Work assignments were based on the tiled coverages—a total of 1,916 citywide. But a supervisor could not tell what changes were made or trace the transaction edits. Most of the changes were marked on paper. If someone had to take over someone else’s assignment, that person had to follow a trail of paper notes to find clues about work already done.
Department leaders decided to modernize the data management system by implementing a GIS digital job tracking system. Their expectations were that the technology would improve editing, ensure healthy data, quickly trace past transactions, and have the agility to evolve and grow long into the future. The department’s leadership team drove the initiative, scrapping paper workflows in favor of digital ones. It also reorganized the department’s staff to improve data flow. Leadership’s willingness to restructure positions and work processes and recognize skill requirements drove the department’s successful job tracking implementation.
Early in the implementation phase, Esri and NorthSouth GIS consultants worked with the department’s GIS team to configure Workflow Manager to match editing requirements. The team planned and created automated workflow standards to ensure data continuity, including the addition of custom tools made possible by Workflow Manager’s robust API that are specifically tailored to the department’s needs. Soon, editors had more than doubled their productivity.
Automated workflows fast-track editing tasks. Since the department fully deployed the Workflow Manager system in 2007, editors have executed 287,000 transactions in the department’s various datasets. As technology capabilities have advanced throughout the years, Los Angeles has continued to work with Esri to improve editing performance. They have set up automated workflows for editing tasks, version management, geoprocessing, and archiving. The workflows create a version for each job or user, clean up versions, and reconcile and post changes. The centralized system streamlines transactional work processes and tracks feature edits.
In 2009, each editor performed between 700-800 edits to the three tracked layers. Today, they each perform about 2,000 edits per year. Five dedicated editors keep the land management database current. They use Workflow Manager tools to edit, balance their workloads, and track changes. Each edit job takes editors between five to ten minutes, on average.
Data is healthy
The planning department maintains 68 datasets. Workflow Manager tracks data for the three most critical layers: zoning, planned land use, and centerlines. The information in these layers is important to public interest, so it must be accurate. The department makes zoning and property information available to the public and interested parties via the public facing website ZIMAS.
Workflow Manager establishes repeatable workflows that ensure data standardization and consistency, for instance, the system-standardized visual review processes that editors and supervisors use to document, correct, and verify the overall quality of spatial data. In addition, a support group provides quality control as well as oversees applications, the system, and databases. The planning department reported that quality control management has become significantly easier because formalized workflows have made data entry more accurate.

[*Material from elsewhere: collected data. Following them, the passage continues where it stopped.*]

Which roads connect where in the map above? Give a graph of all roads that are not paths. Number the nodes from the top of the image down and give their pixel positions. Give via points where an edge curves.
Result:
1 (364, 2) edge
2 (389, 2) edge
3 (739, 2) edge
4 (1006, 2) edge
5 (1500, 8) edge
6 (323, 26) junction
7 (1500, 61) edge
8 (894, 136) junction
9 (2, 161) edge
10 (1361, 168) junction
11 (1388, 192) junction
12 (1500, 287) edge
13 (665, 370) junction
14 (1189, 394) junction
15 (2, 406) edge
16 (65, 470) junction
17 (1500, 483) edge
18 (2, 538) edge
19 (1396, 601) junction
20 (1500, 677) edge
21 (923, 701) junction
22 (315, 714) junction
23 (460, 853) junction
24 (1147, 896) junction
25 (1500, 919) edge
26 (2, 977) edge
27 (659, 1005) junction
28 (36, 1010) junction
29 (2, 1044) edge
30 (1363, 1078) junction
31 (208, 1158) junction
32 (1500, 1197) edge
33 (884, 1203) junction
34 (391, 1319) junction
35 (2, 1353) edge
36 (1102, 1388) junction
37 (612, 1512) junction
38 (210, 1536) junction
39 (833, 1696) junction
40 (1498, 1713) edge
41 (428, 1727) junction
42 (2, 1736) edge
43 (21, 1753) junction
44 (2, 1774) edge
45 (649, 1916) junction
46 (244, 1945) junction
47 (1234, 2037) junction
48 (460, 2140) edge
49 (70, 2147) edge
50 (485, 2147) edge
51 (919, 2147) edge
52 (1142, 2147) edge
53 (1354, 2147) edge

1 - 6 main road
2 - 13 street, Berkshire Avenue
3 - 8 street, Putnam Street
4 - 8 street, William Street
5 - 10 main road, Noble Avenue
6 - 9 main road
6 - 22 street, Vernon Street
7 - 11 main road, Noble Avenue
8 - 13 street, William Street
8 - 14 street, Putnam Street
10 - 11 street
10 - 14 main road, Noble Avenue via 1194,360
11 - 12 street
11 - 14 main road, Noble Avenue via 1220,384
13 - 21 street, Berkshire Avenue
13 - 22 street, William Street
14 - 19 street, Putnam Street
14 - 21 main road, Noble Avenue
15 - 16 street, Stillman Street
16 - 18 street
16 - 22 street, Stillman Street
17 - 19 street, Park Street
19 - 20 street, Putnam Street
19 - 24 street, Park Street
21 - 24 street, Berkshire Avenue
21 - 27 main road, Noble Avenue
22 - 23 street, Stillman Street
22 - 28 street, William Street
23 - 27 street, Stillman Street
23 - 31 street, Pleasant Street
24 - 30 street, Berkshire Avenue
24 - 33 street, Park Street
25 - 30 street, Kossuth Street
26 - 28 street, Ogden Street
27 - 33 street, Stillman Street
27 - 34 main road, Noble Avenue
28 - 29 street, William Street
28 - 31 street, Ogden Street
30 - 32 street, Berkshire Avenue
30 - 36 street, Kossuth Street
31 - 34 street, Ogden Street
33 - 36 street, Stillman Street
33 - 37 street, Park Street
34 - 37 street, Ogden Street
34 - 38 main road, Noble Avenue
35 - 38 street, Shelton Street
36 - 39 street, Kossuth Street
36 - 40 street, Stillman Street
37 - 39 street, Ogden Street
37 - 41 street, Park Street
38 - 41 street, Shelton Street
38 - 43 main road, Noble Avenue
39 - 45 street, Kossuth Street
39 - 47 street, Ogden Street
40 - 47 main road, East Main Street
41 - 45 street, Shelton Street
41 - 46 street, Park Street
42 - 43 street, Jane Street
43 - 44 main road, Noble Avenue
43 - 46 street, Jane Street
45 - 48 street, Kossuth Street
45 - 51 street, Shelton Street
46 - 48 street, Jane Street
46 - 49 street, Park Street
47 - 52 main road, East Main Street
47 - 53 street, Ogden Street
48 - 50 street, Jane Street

Transactions are traceable
The department tracks about 10,000 transactions per year. The GIS team uses Workflow Manager to create weekly status reports for the IT directors. The tool aggregates the number of edits (zoning, land use, etc.), tracks types of edits (annotation, line work, etc.) and creates a history of actions by automatically recording each job over time. It also provides a detailed account of how the job was completed. Managers can see performance statistics for any period.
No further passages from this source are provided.